The idea here is not to judge whether specific tokens are securities or not, but rather the dapps and protocols themselves are.

Most project tokens with centralized teams driving their adoption would tend to be securities, albeit some disclaimers can be applied to this statement.

However most dapps are not securities/financial products based on the active participant reliance criteria.

Consider money markets, yield farms, LP positions or automated vaults etc. All of them run off predefined code and well defined set of preconditions which trigger themselves based on various circumstances and scenarios. There is no real time operational reliance on the team or the developer who coded them. The lack of control or influence once something is set out in the wild means there is no real issuer of the product.

The closest analogy is that of the self driving Tesla or the vending machine. There is no reliance on an active participant for a profit outcome. Sure, projects from some founders like Andre Cronje have greater adoption but that would be akin to saying that more people trust Tesla to make better self driving cars than say Volkswagen.

Once you buy the self driving Tesla, it goes and does its own thing.
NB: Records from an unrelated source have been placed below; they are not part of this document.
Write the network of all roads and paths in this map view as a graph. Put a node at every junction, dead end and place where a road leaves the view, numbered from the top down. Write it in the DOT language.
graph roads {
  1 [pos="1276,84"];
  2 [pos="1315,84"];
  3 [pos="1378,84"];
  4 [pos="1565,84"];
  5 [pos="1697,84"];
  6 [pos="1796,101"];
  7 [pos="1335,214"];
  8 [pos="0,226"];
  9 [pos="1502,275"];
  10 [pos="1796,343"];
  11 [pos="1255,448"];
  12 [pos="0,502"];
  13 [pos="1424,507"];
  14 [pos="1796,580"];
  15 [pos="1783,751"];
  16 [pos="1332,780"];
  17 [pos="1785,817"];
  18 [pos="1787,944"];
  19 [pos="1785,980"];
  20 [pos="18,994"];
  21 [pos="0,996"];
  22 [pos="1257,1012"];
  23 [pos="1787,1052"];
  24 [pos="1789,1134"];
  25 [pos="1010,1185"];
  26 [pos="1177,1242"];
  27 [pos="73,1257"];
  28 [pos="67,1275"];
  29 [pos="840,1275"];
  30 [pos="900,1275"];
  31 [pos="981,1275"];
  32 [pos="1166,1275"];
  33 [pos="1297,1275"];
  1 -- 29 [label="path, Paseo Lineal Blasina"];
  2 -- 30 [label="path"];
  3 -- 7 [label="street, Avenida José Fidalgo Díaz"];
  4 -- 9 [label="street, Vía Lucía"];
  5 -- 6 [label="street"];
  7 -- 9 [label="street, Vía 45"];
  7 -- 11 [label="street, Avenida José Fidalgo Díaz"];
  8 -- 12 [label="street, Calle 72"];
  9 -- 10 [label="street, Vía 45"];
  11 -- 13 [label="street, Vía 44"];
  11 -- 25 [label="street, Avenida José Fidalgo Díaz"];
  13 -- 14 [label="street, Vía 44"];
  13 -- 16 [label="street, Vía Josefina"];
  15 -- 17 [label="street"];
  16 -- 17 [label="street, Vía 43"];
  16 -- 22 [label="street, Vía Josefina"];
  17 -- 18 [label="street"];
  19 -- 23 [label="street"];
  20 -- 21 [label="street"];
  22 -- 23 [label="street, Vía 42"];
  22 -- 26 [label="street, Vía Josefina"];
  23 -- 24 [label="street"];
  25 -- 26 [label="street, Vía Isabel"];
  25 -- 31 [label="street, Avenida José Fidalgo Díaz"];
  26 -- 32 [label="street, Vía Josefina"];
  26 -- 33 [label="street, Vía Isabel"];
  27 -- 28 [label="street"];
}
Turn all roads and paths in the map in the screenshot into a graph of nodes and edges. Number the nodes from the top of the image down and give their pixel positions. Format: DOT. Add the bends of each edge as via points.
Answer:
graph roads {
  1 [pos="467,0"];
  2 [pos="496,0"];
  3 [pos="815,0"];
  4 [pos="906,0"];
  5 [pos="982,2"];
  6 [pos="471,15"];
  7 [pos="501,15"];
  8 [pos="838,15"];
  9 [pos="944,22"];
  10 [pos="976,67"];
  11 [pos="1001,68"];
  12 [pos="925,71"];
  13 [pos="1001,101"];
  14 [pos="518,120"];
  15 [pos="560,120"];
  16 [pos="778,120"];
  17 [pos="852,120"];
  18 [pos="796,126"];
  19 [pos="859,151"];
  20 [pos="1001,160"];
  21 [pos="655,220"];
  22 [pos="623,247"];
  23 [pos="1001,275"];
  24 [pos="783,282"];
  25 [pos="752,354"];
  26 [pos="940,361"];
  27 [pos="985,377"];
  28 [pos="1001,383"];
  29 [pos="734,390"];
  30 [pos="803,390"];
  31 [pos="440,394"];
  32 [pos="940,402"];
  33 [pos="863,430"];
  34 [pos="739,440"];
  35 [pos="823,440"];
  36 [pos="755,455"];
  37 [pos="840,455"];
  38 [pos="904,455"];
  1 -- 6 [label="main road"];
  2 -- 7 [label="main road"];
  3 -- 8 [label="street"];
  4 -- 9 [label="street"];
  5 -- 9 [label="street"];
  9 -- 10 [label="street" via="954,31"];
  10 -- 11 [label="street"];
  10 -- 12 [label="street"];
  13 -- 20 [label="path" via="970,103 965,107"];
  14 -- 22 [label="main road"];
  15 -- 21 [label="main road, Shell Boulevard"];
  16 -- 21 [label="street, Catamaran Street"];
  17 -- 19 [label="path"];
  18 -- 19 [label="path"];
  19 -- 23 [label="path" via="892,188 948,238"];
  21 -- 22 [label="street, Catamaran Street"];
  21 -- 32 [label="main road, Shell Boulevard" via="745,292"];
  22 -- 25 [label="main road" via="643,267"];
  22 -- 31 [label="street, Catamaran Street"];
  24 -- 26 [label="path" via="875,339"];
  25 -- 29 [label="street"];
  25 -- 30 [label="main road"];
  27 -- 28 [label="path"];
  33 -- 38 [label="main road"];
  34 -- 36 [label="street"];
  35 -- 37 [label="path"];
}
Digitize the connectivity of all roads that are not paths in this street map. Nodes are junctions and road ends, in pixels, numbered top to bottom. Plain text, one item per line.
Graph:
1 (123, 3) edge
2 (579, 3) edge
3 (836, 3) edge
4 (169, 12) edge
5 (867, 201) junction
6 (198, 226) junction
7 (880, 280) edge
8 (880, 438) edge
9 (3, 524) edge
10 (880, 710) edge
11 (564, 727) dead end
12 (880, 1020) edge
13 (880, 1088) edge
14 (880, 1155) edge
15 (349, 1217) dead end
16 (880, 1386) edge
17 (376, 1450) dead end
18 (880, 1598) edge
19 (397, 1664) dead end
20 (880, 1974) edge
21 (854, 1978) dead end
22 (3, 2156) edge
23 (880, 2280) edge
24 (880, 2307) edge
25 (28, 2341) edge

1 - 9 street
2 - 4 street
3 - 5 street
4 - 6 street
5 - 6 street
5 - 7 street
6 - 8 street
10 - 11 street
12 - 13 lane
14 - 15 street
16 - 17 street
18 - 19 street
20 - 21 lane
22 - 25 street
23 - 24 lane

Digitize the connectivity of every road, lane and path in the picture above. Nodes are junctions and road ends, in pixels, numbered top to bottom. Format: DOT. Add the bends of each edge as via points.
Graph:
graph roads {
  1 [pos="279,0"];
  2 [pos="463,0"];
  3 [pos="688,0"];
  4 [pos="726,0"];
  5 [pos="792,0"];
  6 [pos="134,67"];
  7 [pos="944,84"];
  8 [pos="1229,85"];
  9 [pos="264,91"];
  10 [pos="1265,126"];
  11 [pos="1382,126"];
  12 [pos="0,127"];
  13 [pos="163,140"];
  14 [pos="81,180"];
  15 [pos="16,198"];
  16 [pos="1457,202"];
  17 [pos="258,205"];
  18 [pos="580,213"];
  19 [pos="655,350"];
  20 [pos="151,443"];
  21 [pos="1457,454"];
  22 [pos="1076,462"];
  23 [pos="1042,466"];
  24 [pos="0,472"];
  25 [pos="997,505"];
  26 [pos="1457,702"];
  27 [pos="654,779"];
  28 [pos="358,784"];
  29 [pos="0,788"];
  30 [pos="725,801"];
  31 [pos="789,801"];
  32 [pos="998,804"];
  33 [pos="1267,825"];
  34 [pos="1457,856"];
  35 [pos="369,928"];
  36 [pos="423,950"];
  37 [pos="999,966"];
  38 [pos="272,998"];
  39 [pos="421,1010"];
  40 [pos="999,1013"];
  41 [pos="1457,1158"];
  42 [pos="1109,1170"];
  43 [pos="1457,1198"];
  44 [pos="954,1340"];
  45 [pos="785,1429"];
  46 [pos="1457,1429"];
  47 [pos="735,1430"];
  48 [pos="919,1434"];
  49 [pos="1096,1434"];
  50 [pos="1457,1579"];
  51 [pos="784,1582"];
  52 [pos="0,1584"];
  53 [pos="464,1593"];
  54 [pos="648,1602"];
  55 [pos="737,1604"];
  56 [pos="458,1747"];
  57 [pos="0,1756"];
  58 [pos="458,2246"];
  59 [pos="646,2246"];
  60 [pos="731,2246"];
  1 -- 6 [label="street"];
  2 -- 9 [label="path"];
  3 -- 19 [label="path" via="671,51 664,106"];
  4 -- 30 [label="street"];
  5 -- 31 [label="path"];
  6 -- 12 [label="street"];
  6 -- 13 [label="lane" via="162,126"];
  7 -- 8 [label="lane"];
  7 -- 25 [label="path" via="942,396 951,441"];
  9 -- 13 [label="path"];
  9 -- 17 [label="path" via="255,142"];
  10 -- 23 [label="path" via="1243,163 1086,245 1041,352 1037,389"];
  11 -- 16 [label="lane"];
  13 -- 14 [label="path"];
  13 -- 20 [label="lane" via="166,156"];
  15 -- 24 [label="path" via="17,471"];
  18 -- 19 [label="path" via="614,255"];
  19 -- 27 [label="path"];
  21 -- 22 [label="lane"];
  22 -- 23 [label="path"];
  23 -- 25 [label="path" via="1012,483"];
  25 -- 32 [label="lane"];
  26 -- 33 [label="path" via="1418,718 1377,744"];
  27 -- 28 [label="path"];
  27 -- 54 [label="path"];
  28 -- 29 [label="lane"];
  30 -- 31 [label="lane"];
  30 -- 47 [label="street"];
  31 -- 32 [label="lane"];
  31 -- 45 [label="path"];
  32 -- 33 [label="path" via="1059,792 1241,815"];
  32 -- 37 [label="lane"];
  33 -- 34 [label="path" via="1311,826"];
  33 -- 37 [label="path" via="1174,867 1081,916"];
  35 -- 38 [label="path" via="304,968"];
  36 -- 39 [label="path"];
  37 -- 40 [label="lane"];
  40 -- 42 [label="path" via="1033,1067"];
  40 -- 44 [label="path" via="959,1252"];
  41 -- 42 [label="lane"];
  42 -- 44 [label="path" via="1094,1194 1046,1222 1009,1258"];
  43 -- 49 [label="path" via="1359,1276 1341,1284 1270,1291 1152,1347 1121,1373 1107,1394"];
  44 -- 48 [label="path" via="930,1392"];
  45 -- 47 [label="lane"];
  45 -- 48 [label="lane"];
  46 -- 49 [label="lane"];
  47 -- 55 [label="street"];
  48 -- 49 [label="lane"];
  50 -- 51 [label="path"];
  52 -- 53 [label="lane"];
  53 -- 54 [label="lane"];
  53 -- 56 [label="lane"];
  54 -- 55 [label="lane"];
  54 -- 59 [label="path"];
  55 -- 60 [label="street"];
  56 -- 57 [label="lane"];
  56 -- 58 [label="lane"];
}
The same logic applies for synthetic assets such as those from Synthetix, it traces a dollar but the lack of a real issuer and real time intervention by the team means it is more similar to an automated car or a vending machine than it is to shares of Apple.

Even if the synths were tracing Apple or other shares, it makes no difference. There is no reliance on an active participant to ensure that the peg is met. Hence it cannot be classed as a security/financial product.

However where there is active involvement from the core teams in the day to day operations to influence outcomes things start to change. And this is where the push to decentralized governance by various teams actually works against them. The minute you input human arbitrariness, things start getting haywire. The only other defense then remains is that of decentralization. Most projects are not in the same league as that of Ethereum or Bitcoin. Active governance, even if it is under the fig leaf of community has the danger of leading it to being classed as a security.

Uniswap excels in this regard. It is perfectly permissionless. Any one can add any token pair and start trading. No one needs Uniswap team to approve of anything. The team can continue on its core efforts of building a superior product. The UNI token does confuse things a bit though.

We will address AML KYC CTF in a part 2 of this article.